(Stored data)
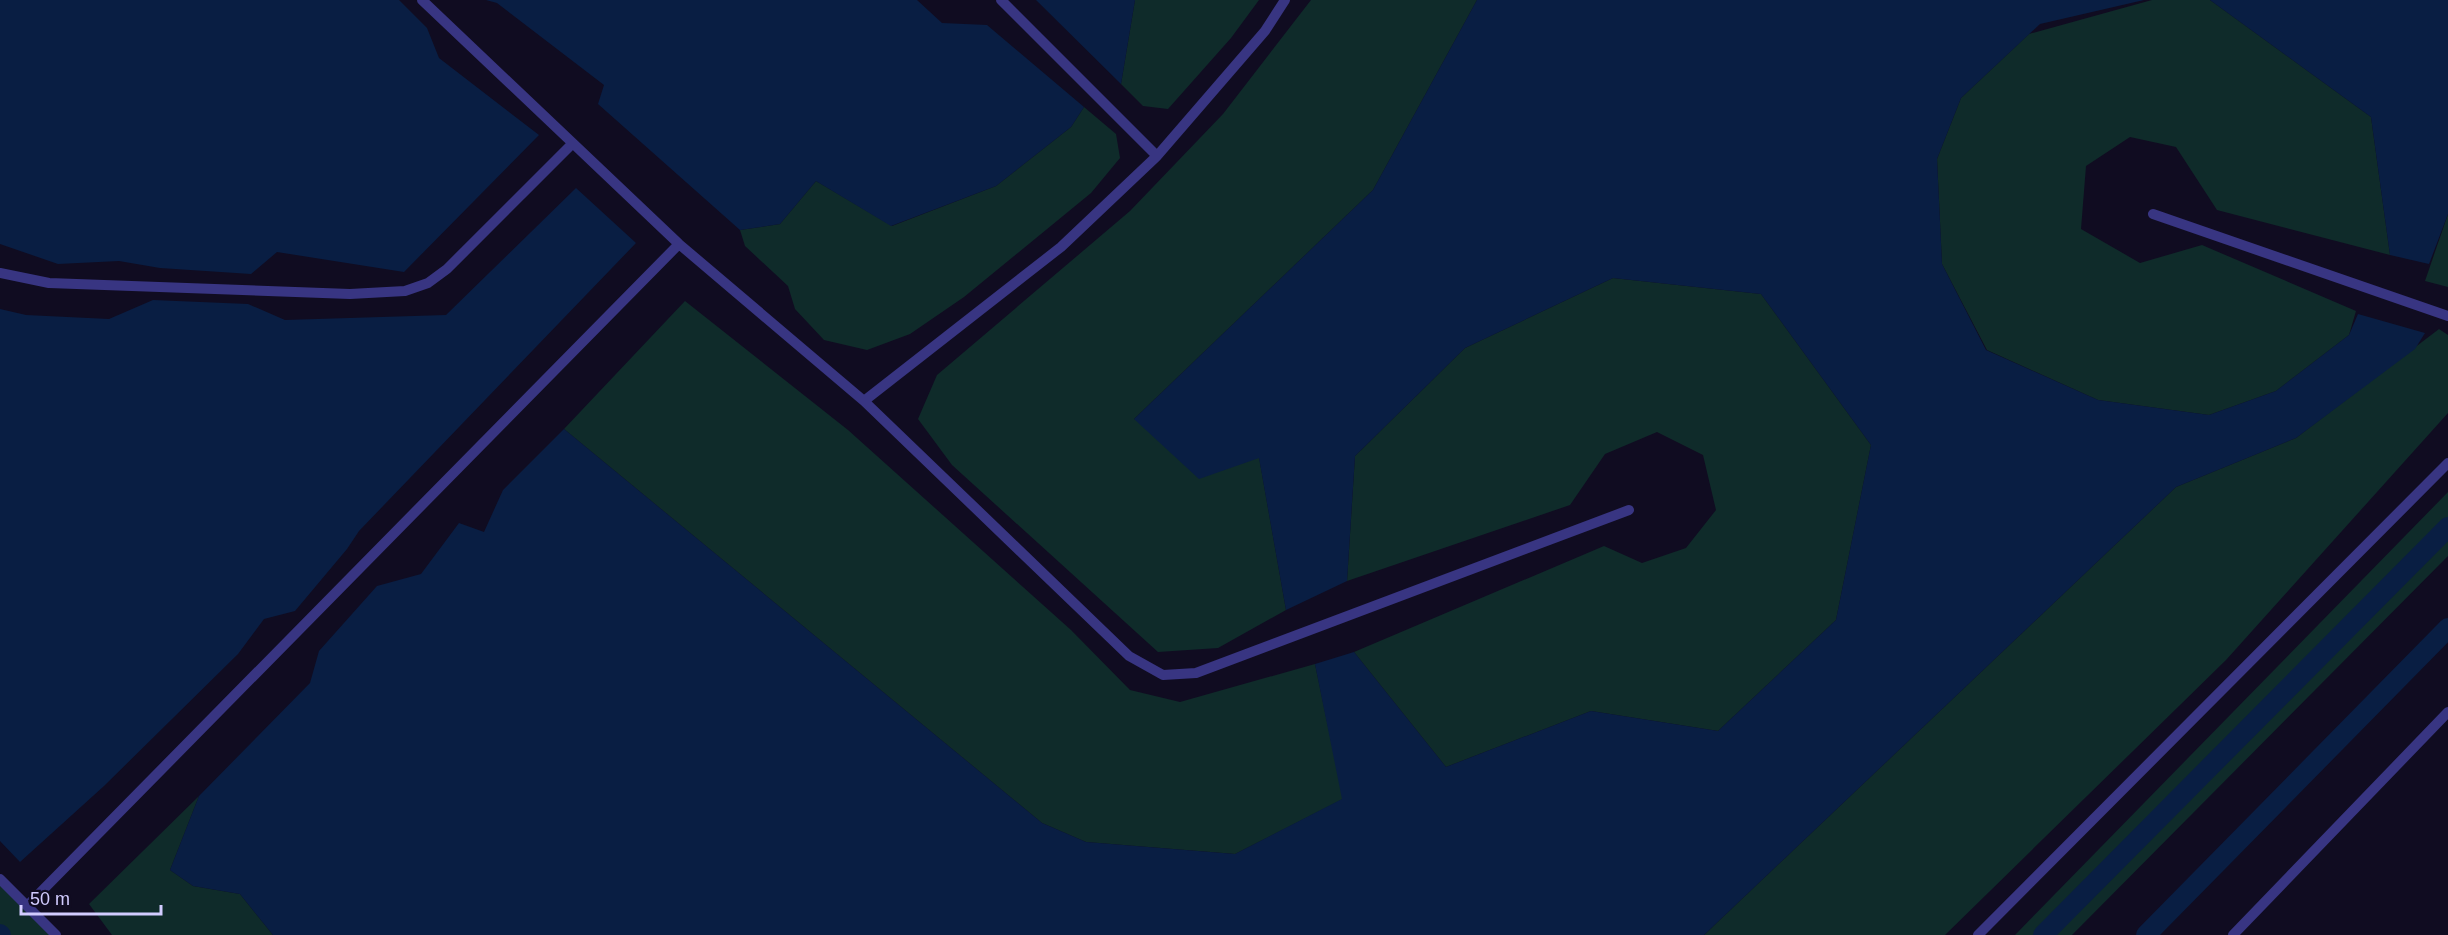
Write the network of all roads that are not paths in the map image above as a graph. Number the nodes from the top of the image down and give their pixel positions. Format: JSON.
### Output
{"nodes":[{"id":1,"x":422,"y":0,"type":"edge"},
{"id":2,"x":1001,"y":0,"type":"edge"},
{"id":3,"x":1285,"y":0,"type":"edge"},
{"id":4,"x":572,"y":144,"type":"junction"},
{"id":5,"x":1157,"y":156,"type":"junction"},
{"id":6,"x":2153,"y":213,"type":"dead end"},
{"id":7,"x":680,"y":244,"type":"junction"},
{"id":8,"x":0,"y":273,"type":"edge"},
{"id":9,"x":2448,"y":316,"type":"edge"},
{"id":10,"x":864,"y":401,"type":"junction"},
{"id":11,"x":2448,"y":463,"type":"edge"},
{"id":12,"x":1629,"y":510,"type":"dead end"},
{"id":13,"x":2448,"y":712,"type":"edge"},
{"id":14,"x":0,"y":879,"type":"edge"},
{"id":15,"x":27,"y":906,"type":"junction"},
{"id":16,"x":56,"y":935,"type":"edge"},
{"id":17,"x":1978,"y":935,"type":"edge"},
{"id":18,"x":2233,"y":935,"type":"edge"}],
"edges":[{"from":1,"to":4,"type":"lane"},
{"from":2,"to":5,"type":"lane"},
{"from":3,"to":5,"type":"lane"},
{"from":4,"to":7,"type":"lane"},
{"from":4,"to":8,"type":"lane"},
{"from":5,"to":10,"type":"lane"},
{"from":6,"to":9,"type":"lane"},
{"from":7,"to":10,"type":"lane"},
{"from":7,"to":15,"type":"lane"},
{"from":10,"to":12,"type":"lane"},
{"from":11,"to":17,"type":"lane"},
{"from":13,"to":18,"type":"lane"},
{"from":14,"to":15,"type":"lane"},
{"from":15,"to":16,"type":"lane"}]}
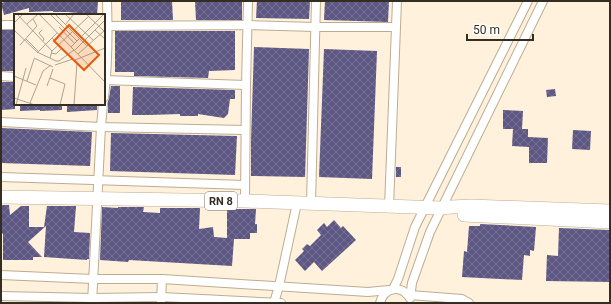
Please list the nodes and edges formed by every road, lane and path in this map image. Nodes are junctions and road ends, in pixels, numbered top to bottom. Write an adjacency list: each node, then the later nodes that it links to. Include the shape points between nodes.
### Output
1 (107, 1): 10 (street)
2 (248, 1): 8 (street)
3 (316, 1): 11 (street)
4 (396, 1): 12 (street)
5 (528, 1): 30 (street)
6 (544, 1): 31 (street)
7 (1, 25): 9 (street)
8 (248, 25): 10 (street); 11 (street); 16 (street)
9 (14, 26)
10 (106, 26): 15 (street)
11 (315, 27): 12 (street); 28 (street)
12 (396, 27): 29 (street)
13 (1, 76): 14 (street)
14 (14, 77)
15 (105, 80): 16 (street)
16 (246, 85): 20 (street)
17 (103, 105): 19 (street)
18 (1, 122): 19 (street)
19 (100, 127): 20 (street); 22 (street)
20 (245, 130): 23 (street)
21 (1, 176): 22 (street)
22 (98, 180): 23 (street); 25 (street)
23 (245, 185): 26 (street)
24 (1, 197): 25 (main road, RN 8)
25 (98, 199): 26 (main road, RN 8); 35 (street)
26 (245, 201): 27 (main road, RN 8)
27 (297, 203): 28 (main road, RN 8); 37 (street)
28 (312, 204): 29 (main road, RN 8)
29 (389, 207): 30 (main road, RN 8)
30 (425, 208): 31 (main road, RN 8); 38 (street, via 415,227 398,278)
31 (441, 208): 32 (main road, RN 8, via 471,206); 33 (main road, RN 8, via 452,213 469,215); 40 (street, via 430,232)
32 (610, 211)
33 (610, 222)
34 (1, 275): 35 (street)
35 (94, 279): 36 (street); 41 (street)
36 (162, 279): 37 (street); 42 (street)
37 (279, 286): 38 (street, via 368,292); 43 (street)
38 (391, 289): 40 (street, via 403,291); 45 (street, via 385,293)
39 (1, 296): 41 (street)
40 (409, 297): 46 (street, via 462,299)
41 (92, 300): 42 (street)
42 (161, 300): 43 (street)
43 (274, 303): 44 (street)
44 (281, 303)
45 (380, 303)
46 (469, 303)

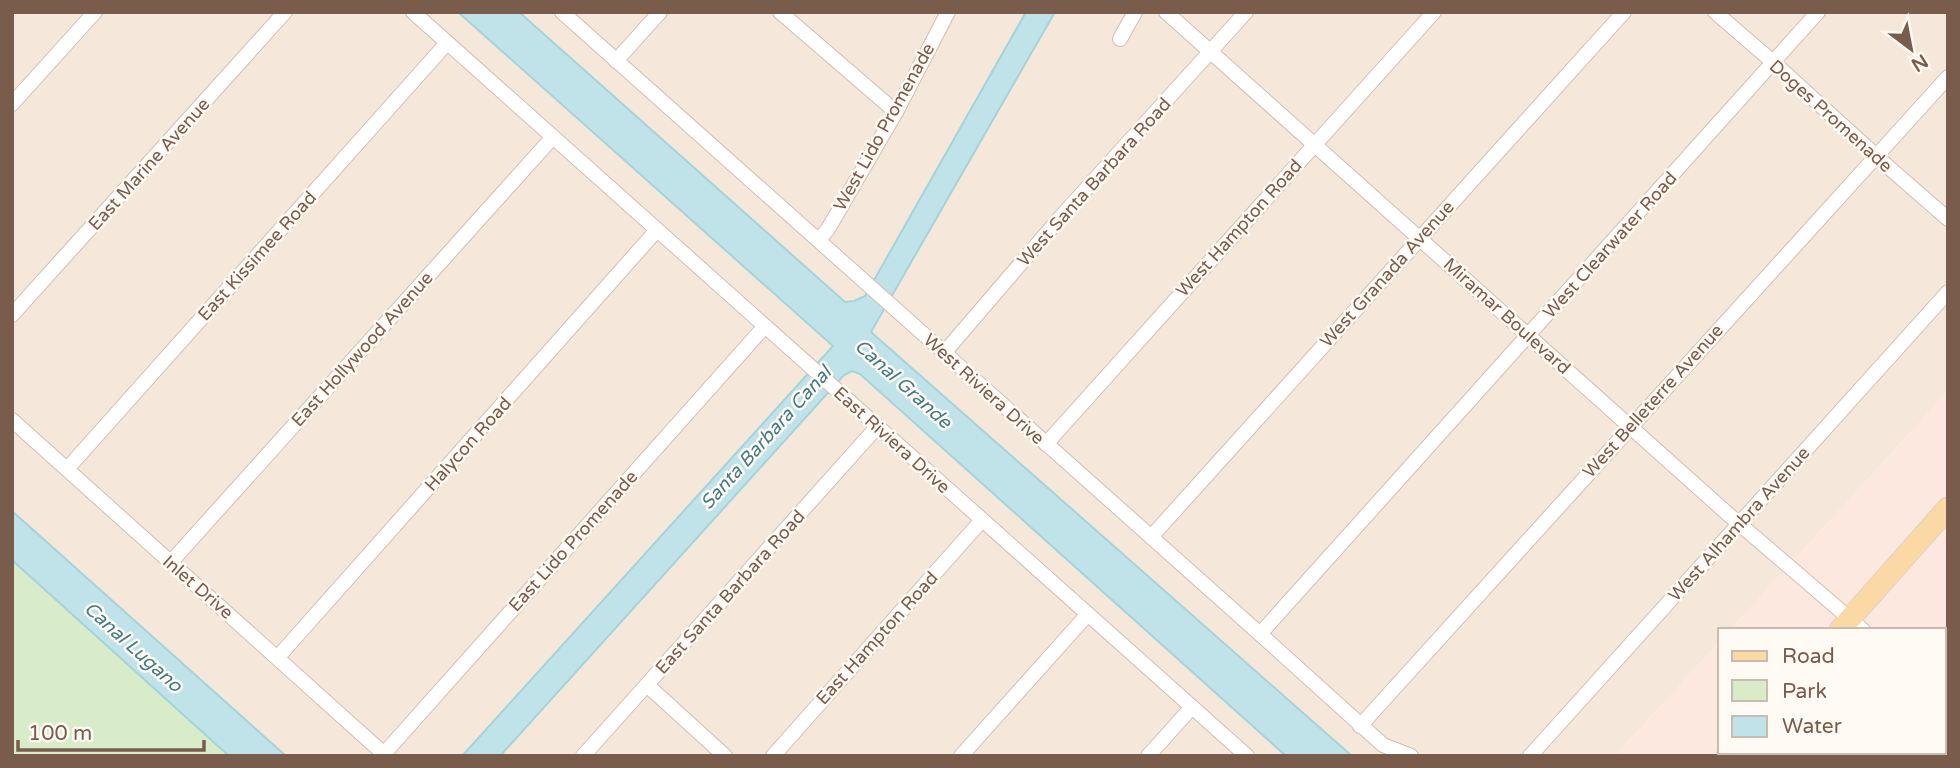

WHAT YOU SHOULD DO
Your task is to return every entry exactly as it was written, with the pictures removed.

OUTPUT BELOW
Write the network of all roads that are not paths in the map image above as a graph. Number the nodes from the top of the image down and give their pixel positions. Format: JSON.
### Output
{"nodes":[{"id":1,"x":422,"y":0,"type":"edge"},
{"id":2,"x":1001,"y":0,"type":"edge"},
{"id":3,"x":1285,"y":0,"type":"edge"},
{"id":4,"x":572,"y":144,"type":"junction"},
{"id":5,"x":1157,"y":156,"type":"junction"},
{"id":6,"x":2153,"y":213,"type":"dead end"},
{"id":7,"x":680,"y":244,"type":"junction"},
{"id":8,"x":0,"y":273,"type":"edge"},
{"id":9,"x":2448,"y":316,"type":"edge"},
{"id":10,"x":864,"y":401,"type":"junction"},
{"id":11,"x":2448,"y":463,"type":"edge"},
{"id":12,"x":1629,"y":510,"type":"dead end"},
{"id":13,"x":2448,"y":712,"type":"edge"},
{"id":14,"x":0,"y":879,"type":"edge"},
{"id":15,"x":27,"y":906,"type":"junction"},
{"id":16,"x":56,"y":935,"type":"edge"},
{"id":17,"x":1978,"y":935,"type":"edge"},
{"id":18,"x":2233,"y":935,"type":"edge"}],
"edges":[{"from":1,"to":4,"type":"lane"},
{"from":2,"to":5,"type":"lane"},
{"from":3,"to":5,"type":"lane"},
{"from":4,"to":7,"type":"lane"},
{"from":4,"to":8,"type":"lane"},
{"from":5,"to":10,"type":"lane"},
{"from":6,"to":9,"type":"lane"},
{"from":7,"to":10,"type":"lane"},
{"from":7,"to":15,"type":"lane"},
{"from":10,"to":12,"type":"lane"},
{"from":11,"to":17,"type":"lane"},
{"from":13,"to":18,"type":"lane"},
{"from":14,"to":15,"type":"lane"},
{"from":15,"to":16,"type":"lane"}]}
Please list the nodes and edges formed by every road, lane and path in this map image. Nodes are junctions and road ends, in pixels, numbered top to bottom. Write an adjacency list: each node, then the later nodes that it links to. Include the shape points between nodes.
### Output
1 (107, 1): 10 (street)
2 (248, 1): 8 (street)
3 (316, 1): 11 (street)
4 (396, 1): 12 (street)
5 (528, 1): 30 (street)
6 (544, 1): 31 (street)
7 (1, 25): 9 (street)
8 (248, 25): 10 (street); 11 (street); 16 (street)
9 (14, 26)
10 (106, 26): 15 (street)
11 (315, 27): 12 (street); 28 (street)
12 (396, 27): 29 (street)
13 (1, 76): 14 (street)
14 (14, 77)
15 (105, 80): 16 (street)
16 (246, 85): 20 (street)
17 (103, 105): 19 (street)
18 (1, 122): 19 (street)
19 (100, 127): 20 (street); 22 (street)
20 (245, 130): 23 (street)
21 (1, 176): 22 (street)
22 (98, 180): 23 (street); 25 (street)
23 (245, 185): 26 (street)
24 (1, 197): 25 (main road, RN 8)
25 (98, 199): 26 (main road, RN 8); 35 (street)
26 (245, 201): 27 (main road, RN 8)
27 (297, 203): 28 (main road, RN 8); 37 (street)
28 (312, 204): 29 (main road, RN 8)
29 (389, 207): 30 (main road, RN 8)
30 (425, 208): 31 (main road, RN 8); 38 (street, via 415,227 398,278)
31 (441, 208): 32 (main road, RN 8, via 471,206); 33 (main road, RN 8, via 452,213 469,215); 40 (street, via 430,232)
32 (610, 211)
33 (610, 222)
34 (1, 275): 35 (street)
35 (94, 279): 36 (street); 41 (street)
36 (162, 279): 37 (street); 42 (street)
37 (279, 286): 38 (street, via 368,292); 43 (street)
38 (391, 289): 40 (street, via 403,291); 45 (street, via 385,293)
39 (1, 296): 41 (street)
40 (409, 297): 46 (street, via 462,299)
41 (92, 300): 42 (street)
42 (161, 300): 43 (street)
43 (274, 303): 44 (street)
44 (281, 303)
45 (380, 303)
46 (469, 303)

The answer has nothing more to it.